YOUR ASSIGNMENT —
Repeat the records. Leave nothing out.

MATERIAL FOR THE TASK —
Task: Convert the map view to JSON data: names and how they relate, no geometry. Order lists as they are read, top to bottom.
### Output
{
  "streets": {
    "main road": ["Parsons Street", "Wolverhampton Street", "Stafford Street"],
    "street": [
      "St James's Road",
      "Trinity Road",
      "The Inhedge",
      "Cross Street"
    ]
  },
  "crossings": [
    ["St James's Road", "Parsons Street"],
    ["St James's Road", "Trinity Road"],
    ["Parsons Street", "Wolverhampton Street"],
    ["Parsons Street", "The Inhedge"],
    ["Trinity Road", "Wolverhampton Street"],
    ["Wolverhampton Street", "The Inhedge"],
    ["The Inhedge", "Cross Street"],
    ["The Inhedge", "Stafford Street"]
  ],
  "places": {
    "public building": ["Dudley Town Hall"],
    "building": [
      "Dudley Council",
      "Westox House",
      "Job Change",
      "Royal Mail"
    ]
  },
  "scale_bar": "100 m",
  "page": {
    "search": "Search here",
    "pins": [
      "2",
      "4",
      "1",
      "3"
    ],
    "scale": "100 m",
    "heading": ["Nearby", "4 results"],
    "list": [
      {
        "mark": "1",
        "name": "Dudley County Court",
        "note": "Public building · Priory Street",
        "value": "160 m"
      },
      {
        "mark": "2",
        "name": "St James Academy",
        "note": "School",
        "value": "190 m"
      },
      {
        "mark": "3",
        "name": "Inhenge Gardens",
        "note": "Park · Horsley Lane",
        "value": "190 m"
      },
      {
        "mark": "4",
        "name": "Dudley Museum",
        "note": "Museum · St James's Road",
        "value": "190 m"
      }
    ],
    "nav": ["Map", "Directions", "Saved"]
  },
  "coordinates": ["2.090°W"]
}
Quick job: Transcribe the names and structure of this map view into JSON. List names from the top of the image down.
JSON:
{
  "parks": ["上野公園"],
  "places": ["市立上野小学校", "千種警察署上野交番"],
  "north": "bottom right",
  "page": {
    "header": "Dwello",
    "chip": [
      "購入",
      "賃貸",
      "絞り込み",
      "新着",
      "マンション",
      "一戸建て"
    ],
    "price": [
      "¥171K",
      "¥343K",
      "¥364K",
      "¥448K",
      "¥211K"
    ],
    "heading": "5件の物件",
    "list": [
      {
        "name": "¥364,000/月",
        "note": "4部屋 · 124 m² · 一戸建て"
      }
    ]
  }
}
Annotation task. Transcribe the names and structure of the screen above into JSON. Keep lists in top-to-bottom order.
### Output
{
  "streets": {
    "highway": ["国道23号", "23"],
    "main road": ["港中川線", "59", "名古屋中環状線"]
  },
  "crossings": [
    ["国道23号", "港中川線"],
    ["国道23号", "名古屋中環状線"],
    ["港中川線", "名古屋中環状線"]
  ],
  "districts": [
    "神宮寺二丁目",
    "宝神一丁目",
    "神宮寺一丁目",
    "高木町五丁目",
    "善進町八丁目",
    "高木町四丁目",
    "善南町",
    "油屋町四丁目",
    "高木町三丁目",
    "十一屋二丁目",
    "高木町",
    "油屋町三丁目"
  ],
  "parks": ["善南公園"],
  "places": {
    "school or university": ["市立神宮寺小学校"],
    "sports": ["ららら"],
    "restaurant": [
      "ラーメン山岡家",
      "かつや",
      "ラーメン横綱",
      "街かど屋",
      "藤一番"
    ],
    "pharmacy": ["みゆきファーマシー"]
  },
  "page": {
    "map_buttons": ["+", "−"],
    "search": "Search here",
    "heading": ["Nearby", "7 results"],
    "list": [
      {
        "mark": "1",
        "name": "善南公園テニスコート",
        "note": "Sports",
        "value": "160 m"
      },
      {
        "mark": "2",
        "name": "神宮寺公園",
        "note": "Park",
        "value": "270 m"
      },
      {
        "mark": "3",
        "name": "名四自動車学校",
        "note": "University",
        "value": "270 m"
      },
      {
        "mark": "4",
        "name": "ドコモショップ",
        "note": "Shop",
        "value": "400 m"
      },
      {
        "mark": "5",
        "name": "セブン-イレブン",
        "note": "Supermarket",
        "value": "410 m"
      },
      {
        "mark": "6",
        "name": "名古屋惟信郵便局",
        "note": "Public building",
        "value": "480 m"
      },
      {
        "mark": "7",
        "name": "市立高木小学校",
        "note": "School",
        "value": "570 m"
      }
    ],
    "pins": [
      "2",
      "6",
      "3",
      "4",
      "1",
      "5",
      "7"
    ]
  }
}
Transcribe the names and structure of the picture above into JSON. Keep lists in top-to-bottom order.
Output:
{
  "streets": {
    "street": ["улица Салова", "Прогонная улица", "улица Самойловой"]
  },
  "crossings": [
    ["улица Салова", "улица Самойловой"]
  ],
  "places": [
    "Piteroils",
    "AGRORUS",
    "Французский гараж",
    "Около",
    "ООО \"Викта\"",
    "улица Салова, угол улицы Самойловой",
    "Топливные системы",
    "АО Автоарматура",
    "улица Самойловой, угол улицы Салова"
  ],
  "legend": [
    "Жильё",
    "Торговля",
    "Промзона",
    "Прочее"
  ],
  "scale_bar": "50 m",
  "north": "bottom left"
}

TASK RESPONSE —
Task: Convert the map view to JSON data: names and how they relate, no geometry. Order lists as they are read, top to bottom.
### Output
{
  "streets": {
    "main road": ["Parsons Street", "Wolverhampton Street", "Stafford Street"],
    "street": [
      "St James's Road",
      "Trinity Road",
      "The Inhedge",
      "Cross Street"
    ]
  },
  "crossings": [
    ["St James's Road", "Parsons Street"],
    ["St James's Road", "Trinity Road"],
    ["Parsons Street", "Wolverhampton Street"],
    ["Parsons Street", "The Inhedge"],
    ["Trinity Road", "Wolverhampton Street"],
    ["Wolverhampton Street", "The Inhedge"],
    ["The Inhedge", "Cross Street"],
    ["The Inhedge", "Stafford Street"]
  ],
  "places": {
    "public building": ["Dudley Town Hall"],
    "building": [
      "Dudley Council",
      "Westox House",
      "Job Change",
      "Royal Mail"
    ]
  },
  "scale_bar": "100 m",
  "page": {
    "search": "Search here",
    "pins": [
      "2",
      "4",
      "1",
      "3"
    ],
    "scale": "100 m",
    "heading": ["Nearby", "4 results"],
    "list": [
      {
        "mark": "1",
        "name": "Dudley County Court",
        "note": "Public building · Priory Street",
        "value": "160 m"
      },
      {
        "mark": "2",
        "name": "St James Academy",
        "note": "School",
        "value": "190 m"
      },
      {
        "mark": "3",
        "name": "Inhenge Gardens",
        "note": "Park · Horsley Lane",
        "value": "190 m"
      },
      {
        "mark": "4",
        "name": "Dudley Museum",
        "note": "Museum · St James's Road",
        "value": "190 m"
      }
    ],
    "nav": ["Map", "Directions", "Saved"]
  },
  "coordinates": ["2.090°W"]
}
Quick job: Transcribe the names and structure of this map view into JSON. List names from the top of the image down.
JSON:
{
  "parks": ["上野公園"],
  "places": ["市立上野小学校", "千種警察署上野交番"],
  "north": "bottom right",
  "page": {
    "header": "Dwello",
    "chip": [
      "購入",
      "賃貸",
      "絞り込み",
      "新着",
      "マンション",
      "一戸建て"
    ],
    "price": [
      "¥171K",
      "¥343K",
      "¥364K",
      "¥448K",
      "¥211K"
    ],
    "heading": "5件の物件",
    "list": [
      {
        "name": "¥364,000/月",
        "note": "4部屋 · 124 m² · 一戸建て"
      }
    ]
  }
}
Annotation task. Transcribe the names and structure of the screen above into JSON. Keep lists in top-to-bottom order.
### Output
{
  "streets": {
    "highway": ["国道23号", "23"],
    "main road": ["港中川線", "59", "名古屋中環状線"]
  },
  "crossings": [
    ["国道23号", "港中川線"],
    ["国道23号", "名古屋中環状線"],
    ["港中川線", "名古屋中環状線"]
  ],
  "districts": [
    "神宮寺二丁目",
    "宝神一丁目",
    "神宮寺一丁目",
    "高木町五丁目",
    "善進町八丁目",
    "高木町四丁目",
    "善南町",
    "油屋町四丁目",
    "高木町三丁目",
    "十一屋二丁目",
    "高木町",
    "油屋町三丁目"
  ],
  "parks": ["善南公園"],
  "places": {
    "school or university": ["市立神宮寺小学校"],
    "sports": ["ららら"],
    "restaurant": [
      "ラーメン山岡家",
      "かつや",
      "ラーメン横綱",
      "街かど屋",
      "藤一番"
    ],
    "pharmacy": ["みゆきファーマシー"]
  },
  "page": {
    "map_buttons": ["+", "−"],
    "search": "Search here",
    "heading": ["Nearby", "7 results"],
    "list": [
      {
        "mark": "1",
        "name": "善南公園テニスコート",
        "note": "Sports",
        "value": "160 m"
      },
      {
        "mark": "2",
        "name": "神宮寺公園",
        "note": "Park",
        "value": "270 m"
      },
      {
        "mark": "3",
        "name": "名四自動車学校",
        "note": "University",
        "value": "270 m"
      },
      {
        "mark": "4",
        "name": "ドコモショップ",
        "note": "Shop",
        "value": "400 m"
      },
      {
        "mark": "5",
        "name": "セブン-イレブン",
        "note": "Supermarket",
        "value": "410 m"
      },
      {
        "mark": "6",
        "name": "名古屋惟信郵便局",
        "note": "Public building",
        "value": "480 m"
      },
      {
        "mark": "7",
        "name": "市立高木小学校",
        "note": "School",
        "value": "570 m"
      }
    ],
    "pins": [
      "2",
      "6",
      "3",
      "4",
      "1",
      "5",
      "7"
    ]
  }
}
Transcribe the names and structure of the picture above into JSON. Keep lists in top-to-bottom order.
Output:
{
  "streets": {
    "street": ["улица Салова", "Прогонная улица", "улица Самойловой"]
  },
  "crossings": [
    ["улица Салова", "улица Самойловой"]
  ],
  "places": [
    "Piteroils",
    "AGRORUS",
    "Французский гараж",
    "Около",
    "ООО \"Викта\"",
    "улица Салова, угол улицы Самойловой",
    "Топливные системы",
    "АО Автоарматура",
    "улица Самойловой, угол улицы Салова"
  ],
  "legend": [
    "Жильё",
    "Торговля",
    "Промзона",
    "Прочее"
  ],
  "scale_bar": "50 m",
  "north": "bottom left"
}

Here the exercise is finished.